» Problem statement: What lines in the records below mention "text"? List them all.

(Beginning of Records shown)

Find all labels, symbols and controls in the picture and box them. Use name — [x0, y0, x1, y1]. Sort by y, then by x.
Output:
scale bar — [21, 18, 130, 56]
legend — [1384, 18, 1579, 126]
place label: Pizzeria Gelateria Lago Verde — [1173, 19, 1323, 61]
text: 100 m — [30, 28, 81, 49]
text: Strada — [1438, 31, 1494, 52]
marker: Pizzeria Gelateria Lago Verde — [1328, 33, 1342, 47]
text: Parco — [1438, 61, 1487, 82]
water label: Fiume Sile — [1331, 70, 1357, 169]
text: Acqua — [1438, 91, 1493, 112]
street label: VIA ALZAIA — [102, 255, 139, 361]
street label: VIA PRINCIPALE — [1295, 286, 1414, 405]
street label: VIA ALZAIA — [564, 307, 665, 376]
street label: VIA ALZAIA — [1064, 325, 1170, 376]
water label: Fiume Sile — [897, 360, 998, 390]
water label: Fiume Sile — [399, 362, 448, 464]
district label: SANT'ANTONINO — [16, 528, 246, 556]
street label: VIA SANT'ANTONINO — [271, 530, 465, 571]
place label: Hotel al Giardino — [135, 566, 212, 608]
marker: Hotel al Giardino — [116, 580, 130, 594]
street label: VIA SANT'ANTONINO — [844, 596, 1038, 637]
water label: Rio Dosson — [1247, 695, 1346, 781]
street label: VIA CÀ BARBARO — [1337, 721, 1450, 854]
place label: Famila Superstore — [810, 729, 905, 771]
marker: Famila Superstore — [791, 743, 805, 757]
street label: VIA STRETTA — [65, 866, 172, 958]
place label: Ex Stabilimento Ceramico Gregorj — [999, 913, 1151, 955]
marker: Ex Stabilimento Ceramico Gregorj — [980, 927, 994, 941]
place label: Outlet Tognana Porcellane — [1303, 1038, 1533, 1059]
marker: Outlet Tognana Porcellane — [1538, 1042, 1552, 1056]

(End of Records shown)

» Expected answer:
text: 100 m — [30, 28, 81, 49]
text: Strada — [1438, 31, 1494, 52]
text: Parco — [1438, 61, 1487, 82]
text: Acqua — [1438, 91, 1493, 112]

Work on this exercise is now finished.